Parents, trust your guts
Parenting rules cause stress and anxiety. Trust your gut instinct when it comes to your child
Delving into the world of parenthood requires a PhD in trusting your own instincts. And a Masters in ignoring the opinions of anyone who believes they know your child better. As mother to two, I failed at the first test and allowed the world to bombard me with the do’s and don’ts of being a good mum. I believed that great big myth of parenting that you should follow the rules. As it turns out, there are quite a lot of “rules” on the table, all conflicting with each other.
The truth is there are no real rules and even the general guidelines are a bit blasé considering one size most certainly doesn’t fit all. That doesn’t stop your best friend or your neighbour divulging their personal parenting wisdom upon you. One says you shouldn’t co-sleep because you’ll never get them out of your bed, while another says it does no harm and to soak up the cuddles while you can. Soothers are apparently bad but wait, they’re also good. Breast is best and feed is best but remember that one brand of bottle is always better than another.

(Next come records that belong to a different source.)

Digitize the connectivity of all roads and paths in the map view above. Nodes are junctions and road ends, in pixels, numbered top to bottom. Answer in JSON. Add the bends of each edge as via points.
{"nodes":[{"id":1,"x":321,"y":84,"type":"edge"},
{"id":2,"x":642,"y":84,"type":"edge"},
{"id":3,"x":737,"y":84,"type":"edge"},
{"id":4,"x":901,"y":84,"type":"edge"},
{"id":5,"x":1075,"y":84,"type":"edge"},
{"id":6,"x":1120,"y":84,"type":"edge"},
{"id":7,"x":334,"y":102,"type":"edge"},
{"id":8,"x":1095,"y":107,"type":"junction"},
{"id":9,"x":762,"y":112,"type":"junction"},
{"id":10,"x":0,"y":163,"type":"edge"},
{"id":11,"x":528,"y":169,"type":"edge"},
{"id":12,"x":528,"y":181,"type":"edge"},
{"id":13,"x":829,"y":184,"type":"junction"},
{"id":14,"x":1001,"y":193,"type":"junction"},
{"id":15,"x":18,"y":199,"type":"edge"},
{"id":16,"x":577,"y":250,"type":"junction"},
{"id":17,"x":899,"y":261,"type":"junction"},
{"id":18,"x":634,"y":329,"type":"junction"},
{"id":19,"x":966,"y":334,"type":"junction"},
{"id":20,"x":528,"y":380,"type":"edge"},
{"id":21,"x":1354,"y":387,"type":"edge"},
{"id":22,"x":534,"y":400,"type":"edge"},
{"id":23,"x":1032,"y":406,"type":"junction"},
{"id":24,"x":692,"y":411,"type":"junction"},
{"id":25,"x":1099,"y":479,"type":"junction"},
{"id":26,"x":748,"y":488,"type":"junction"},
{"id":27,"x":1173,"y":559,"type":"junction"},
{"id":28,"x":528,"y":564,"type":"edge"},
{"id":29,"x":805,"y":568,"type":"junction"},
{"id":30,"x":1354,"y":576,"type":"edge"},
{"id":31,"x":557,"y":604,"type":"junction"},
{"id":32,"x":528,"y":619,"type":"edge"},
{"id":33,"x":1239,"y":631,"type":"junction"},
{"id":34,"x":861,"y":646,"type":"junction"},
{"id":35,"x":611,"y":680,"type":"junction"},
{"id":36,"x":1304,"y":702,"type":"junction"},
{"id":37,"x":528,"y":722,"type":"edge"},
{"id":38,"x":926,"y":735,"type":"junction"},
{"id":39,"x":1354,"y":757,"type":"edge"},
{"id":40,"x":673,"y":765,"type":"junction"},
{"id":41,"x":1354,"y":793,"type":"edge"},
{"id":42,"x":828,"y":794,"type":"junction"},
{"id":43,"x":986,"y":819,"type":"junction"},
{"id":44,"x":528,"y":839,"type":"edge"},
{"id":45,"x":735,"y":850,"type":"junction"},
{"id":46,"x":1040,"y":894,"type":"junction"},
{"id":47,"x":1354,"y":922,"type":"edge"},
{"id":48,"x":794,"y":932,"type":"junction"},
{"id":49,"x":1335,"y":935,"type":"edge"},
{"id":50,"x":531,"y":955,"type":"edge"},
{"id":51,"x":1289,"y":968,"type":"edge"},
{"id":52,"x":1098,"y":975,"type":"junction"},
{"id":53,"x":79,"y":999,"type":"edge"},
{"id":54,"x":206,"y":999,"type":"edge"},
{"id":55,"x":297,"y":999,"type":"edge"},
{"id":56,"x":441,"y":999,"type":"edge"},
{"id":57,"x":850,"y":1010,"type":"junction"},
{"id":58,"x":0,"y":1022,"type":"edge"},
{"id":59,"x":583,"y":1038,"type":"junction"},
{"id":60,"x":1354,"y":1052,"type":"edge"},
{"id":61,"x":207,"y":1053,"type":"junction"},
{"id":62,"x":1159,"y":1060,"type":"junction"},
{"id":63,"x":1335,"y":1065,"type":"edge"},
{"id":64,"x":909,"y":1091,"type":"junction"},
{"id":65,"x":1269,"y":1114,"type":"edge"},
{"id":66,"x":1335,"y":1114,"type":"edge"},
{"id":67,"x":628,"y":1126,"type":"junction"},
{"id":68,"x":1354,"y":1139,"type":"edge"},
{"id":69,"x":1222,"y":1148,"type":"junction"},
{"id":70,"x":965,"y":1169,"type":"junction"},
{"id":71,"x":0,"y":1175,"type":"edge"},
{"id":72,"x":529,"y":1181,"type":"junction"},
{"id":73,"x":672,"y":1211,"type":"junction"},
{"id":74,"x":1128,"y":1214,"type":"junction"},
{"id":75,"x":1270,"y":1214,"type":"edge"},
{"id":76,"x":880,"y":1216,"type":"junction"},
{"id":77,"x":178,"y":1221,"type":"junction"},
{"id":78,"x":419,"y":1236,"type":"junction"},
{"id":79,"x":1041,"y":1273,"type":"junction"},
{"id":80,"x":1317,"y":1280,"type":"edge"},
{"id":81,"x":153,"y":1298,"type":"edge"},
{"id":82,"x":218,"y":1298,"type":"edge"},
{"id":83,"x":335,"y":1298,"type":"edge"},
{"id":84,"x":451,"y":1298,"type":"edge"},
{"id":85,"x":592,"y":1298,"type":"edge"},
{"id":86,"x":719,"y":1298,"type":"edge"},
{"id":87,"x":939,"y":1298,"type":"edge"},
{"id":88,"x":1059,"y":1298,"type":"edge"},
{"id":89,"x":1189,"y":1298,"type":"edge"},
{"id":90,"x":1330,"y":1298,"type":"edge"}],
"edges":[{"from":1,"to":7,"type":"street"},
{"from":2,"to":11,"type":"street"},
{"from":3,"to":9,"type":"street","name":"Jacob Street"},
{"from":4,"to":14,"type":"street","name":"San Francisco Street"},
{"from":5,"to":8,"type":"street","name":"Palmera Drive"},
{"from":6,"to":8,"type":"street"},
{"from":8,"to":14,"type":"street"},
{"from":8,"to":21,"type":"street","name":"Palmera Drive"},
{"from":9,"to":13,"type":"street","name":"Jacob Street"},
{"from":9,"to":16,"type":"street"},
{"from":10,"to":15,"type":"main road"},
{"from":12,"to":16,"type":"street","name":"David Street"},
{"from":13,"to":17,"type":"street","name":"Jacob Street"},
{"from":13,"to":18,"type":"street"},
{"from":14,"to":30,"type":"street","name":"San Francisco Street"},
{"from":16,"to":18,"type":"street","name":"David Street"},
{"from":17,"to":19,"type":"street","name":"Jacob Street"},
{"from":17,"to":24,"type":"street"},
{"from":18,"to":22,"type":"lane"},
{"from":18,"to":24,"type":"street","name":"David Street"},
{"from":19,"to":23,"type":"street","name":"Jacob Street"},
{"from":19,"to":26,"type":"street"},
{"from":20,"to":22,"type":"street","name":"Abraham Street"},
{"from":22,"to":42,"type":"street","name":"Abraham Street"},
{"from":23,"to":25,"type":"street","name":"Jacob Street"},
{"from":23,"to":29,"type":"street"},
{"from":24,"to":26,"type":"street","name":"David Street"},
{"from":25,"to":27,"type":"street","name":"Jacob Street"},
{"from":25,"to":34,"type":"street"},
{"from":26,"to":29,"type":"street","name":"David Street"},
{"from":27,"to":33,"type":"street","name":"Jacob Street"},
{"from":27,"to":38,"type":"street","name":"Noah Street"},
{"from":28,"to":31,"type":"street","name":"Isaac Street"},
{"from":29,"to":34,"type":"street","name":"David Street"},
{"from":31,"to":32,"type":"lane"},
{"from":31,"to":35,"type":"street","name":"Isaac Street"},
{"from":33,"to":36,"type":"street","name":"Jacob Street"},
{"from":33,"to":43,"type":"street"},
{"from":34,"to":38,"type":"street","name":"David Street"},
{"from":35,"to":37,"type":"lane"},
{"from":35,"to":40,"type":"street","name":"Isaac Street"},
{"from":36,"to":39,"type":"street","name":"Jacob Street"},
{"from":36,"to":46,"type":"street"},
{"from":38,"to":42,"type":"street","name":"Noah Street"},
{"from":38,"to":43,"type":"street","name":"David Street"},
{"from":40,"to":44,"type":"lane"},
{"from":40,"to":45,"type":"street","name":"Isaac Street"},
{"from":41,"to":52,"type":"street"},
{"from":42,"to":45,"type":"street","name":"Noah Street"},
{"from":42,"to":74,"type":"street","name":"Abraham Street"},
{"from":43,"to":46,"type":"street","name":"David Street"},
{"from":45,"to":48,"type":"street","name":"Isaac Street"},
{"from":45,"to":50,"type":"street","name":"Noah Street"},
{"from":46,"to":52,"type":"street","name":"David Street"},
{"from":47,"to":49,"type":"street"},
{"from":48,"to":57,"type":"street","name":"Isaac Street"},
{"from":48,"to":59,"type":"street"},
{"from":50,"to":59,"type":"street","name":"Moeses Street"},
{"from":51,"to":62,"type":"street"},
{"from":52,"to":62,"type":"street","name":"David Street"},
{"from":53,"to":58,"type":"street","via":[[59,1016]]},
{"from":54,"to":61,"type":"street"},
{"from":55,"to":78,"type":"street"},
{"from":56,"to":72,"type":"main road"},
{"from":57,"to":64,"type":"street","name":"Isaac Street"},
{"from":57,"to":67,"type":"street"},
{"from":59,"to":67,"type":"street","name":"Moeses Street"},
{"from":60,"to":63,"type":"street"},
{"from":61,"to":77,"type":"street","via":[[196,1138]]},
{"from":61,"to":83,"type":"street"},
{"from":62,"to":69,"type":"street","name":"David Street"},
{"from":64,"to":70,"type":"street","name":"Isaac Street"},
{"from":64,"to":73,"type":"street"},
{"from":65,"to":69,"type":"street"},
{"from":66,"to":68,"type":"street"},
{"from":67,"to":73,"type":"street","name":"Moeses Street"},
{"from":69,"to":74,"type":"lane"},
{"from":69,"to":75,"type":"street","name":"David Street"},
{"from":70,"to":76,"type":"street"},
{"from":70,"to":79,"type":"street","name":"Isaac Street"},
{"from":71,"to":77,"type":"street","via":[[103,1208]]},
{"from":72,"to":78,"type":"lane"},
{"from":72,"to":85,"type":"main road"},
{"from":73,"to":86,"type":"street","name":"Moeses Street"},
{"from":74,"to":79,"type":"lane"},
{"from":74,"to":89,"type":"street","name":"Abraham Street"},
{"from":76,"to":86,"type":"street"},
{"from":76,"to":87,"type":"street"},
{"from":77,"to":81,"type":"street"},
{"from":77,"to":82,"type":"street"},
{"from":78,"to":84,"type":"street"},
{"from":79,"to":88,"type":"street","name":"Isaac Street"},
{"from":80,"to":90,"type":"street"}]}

The proverbial rule book has been written a million times over but none of it may suit your child
You’ll spoil your baby by holding them every time they cry, rocking them to sleep will set up bad habits and you have to use a white noise machine otherwise no one will ever sleep. Never say no or raise your voice. You have to have a parenting style and, most importantly, a routine. God forbid you don’t have a routine.
It goes without saying that the proverbial rule book has been written a million times over but none of it may suit your child.
These rules or myths of parenting do one simple thing. They cause stress and anxiety for an already overtired, overwhelmed and worried parent. Advice is one thing, but often the confusion between differing opinions can be difficult for a new parent who is trying to figure out which end of the onesie is for feet and where the back of a pull-up is.
Portrait photographer Lucie Pouilly has recently had her first baby. She felt the onslaught of conflicting information with a lack of support for the choices she made. It was difficult during those first few months of babyhood. Lucie says, “Being a mum of a young baby, I heard so many things. I breastfed exclusively but I did have to give my daughter formula when she was a week old as it seems I didn’t make any milk for 24 hours. I beat myself up about giving her formula thinking I was failing as a mum.
“I was told not to give a soother to her until six weeks old as it could create nipple confusion but at the hospital they had to give her a soother when she was two days old. It broke my heart as I was worried I wasn’t doing this right. It was only when a friend gave her breastfed son a soother at three weeks that I actually made peace with this. I wish I wasn’t told about the soother as it just gave me more anxiety than needed.”
Parenthood can be a war zone regardless of whatever phase our little ones are going through. The solutions, treatments, remedies, suggestions and guidance thrown at us from every corner of the ring makes winning this battle seem unlikely. As a result, we question and are hesitant about our choices leading to stress, anxiety and self-doubt which can leave a parent knocked for six after a sleepless night.
Erica Hargaden, a certified sleep consultant from Babogue Sleep Solutions, says, “I work with parents all the time who are very confused on what to do regarding their little one’s sleep and how to solve any issues they are experiencing. They read so much conflicting information when they research online, that they don’t know what path to follow and constantly doubt themselves.
“I like to coach parents to get to know their child and figure out what works well for them and their family unit. In doing this they will build up their confidence and feel comfortable with their decisions. Every single family is different and this needs to be respected.”
Confidence is a key word when it comes to walking down the path of parenthood. This alien world can be a shock to the system when it’s unknown territory. Trusting yourself is not often all that easy when a baby is crying and you have no idea why or when a teenager refuses to open up and talk to you about what’s going on in their world. We’re walking in the dark half the time but we tend to find our way out when our instincts kick in and we filter out the “should haves” and “would haves” from well-meaning friends.
Mother-of-two Eimear Kelly, who works from home running her own business, Darcy The Dingo, felt prepared and ready for the adventure of parenthood, earning her metaphorical parenting PhD quite early by listening but not upholding the guidance she received from friends.
She says, “We received lots of advice, some of which we listened to and some we nodded politely about and let it fly over our heads. One piece of advice though which has always stuck with us since our son was born seven years ago was from our public health nurse and it was to ‘follow our child’s lead and they won’t lead us off course’.
“Every child is different and will follow their own routine to settle into the world and I think if you are able to take as relaxed an approach as possible to it all and trust your gut, they really won’t lead you wrong.”
When we follow our gut instinct, we don’t need to look to others for approval or judgment
There is one important factor to all of this – gut instinct. Dolores Andrew-Gavin, founder of Irish Health Hour, emphasises this as the most pertinent aspect of parenting.
She says, “A mother’s gut instinct is so much more accurate than a how to raise your child rule book! It’s our internal compass that connects us with our children. It is our feelings that get heightened when we just know that our child needs our help.
“It can discern which cry is real and deserves our immediate attention. When we follow our gut instinct, we don’t need to look to others for approval or judgment.”